Stored items
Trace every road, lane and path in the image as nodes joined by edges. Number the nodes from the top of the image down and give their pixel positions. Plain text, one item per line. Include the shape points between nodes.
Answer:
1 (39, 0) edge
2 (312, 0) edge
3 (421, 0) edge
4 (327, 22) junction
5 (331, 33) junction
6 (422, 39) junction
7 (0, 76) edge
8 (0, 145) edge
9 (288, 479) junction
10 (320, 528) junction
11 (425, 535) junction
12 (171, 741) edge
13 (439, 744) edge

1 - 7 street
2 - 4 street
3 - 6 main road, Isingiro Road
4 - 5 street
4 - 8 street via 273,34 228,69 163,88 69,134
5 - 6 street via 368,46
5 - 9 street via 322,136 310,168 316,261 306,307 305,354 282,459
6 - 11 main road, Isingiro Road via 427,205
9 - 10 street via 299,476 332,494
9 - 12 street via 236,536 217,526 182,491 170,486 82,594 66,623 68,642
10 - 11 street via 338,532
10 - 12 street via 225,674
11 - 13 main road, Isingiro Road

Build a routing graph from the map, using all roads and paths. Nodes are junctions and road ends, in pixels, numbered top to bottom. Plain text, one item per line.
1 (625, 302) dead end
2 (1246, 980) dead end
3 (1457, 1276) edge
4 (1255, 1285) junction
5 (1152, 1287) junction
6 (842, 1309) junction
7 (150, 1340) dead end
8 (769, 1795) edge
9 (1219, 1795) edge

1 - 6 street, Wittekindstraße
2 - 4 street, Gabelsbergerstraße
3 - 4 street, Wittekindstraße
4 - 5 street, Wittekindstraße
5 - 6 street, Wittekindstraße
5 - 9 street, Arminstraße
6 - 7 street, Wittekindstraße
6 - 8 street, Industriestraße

> _Aim of the task_: Transcribe the data above verbatim.

> _Solution for this exercise_:
Trace every road, lane and path in the image as nodes joined by edges. Number the nodes from the top of the image down and give their pixel positions. Plain text, one item per line. Include the shape points between nodes.
Answer:
1 (39, 0) edge
2 (312, 0) edge
3 (421, 0) edge
4 (327, 22) junction
5 (331, 33) junction
6 (422, 39) junction
7 (0, 76) edge
8 (0, 145) edge
9 (288, 479) junction
10 (320, 528) junction
11 (425, 535) junction
12 (171, 741) edge
13 (439, 744) edge

1 - 7 street
2 - 4 street
3 - 6 main road, Isingiro Road
4 - 5 street
4 - 8 street via 273,34 228,69 163,88 69,134
5 - 6 street via 368,46
5 - 9 street via 322,136 310,168 316,261 306,307 305,354 282,459
6 - 11 main road, Isingiro Road via 427,205
9 - 10 street via 299,476 332,494
9 - 12 street via 236,536 217,526 182,491 170,486 82,594 66,623 68,642
10 - 11 street via 338,532
10 - 12 street via 225,674
11 - 13 main road, Isingiro Road

Build a routing graph from the map, using all roads and paths. Nodes are junctions and road ends, in pixels, numbered top to bottom. Plain text, one item per line.
1 (625, 302) dead end
2 (1246, 980) dead end
3 (1457, 1276) edge
4 (1255, 1285) junction
5 (1152, 1287) junction
6 (842, 1309) junction
7 (150, 1340) dead end
8 (769, 1795) edge
9 (1219, 1795) edge

1 - 6 street, Wittekindstraße
2 - 4 street, Gabelsbergerstraße
3 - 4 street, Wittekindstraße
4 - 5 street, Wittekindstraße
5 - 6 street, Wittekindstraße
5 - 9 street, Arminstraße
6 - 7 street, Wittekindstraße
6 - 8 street, Industriestraße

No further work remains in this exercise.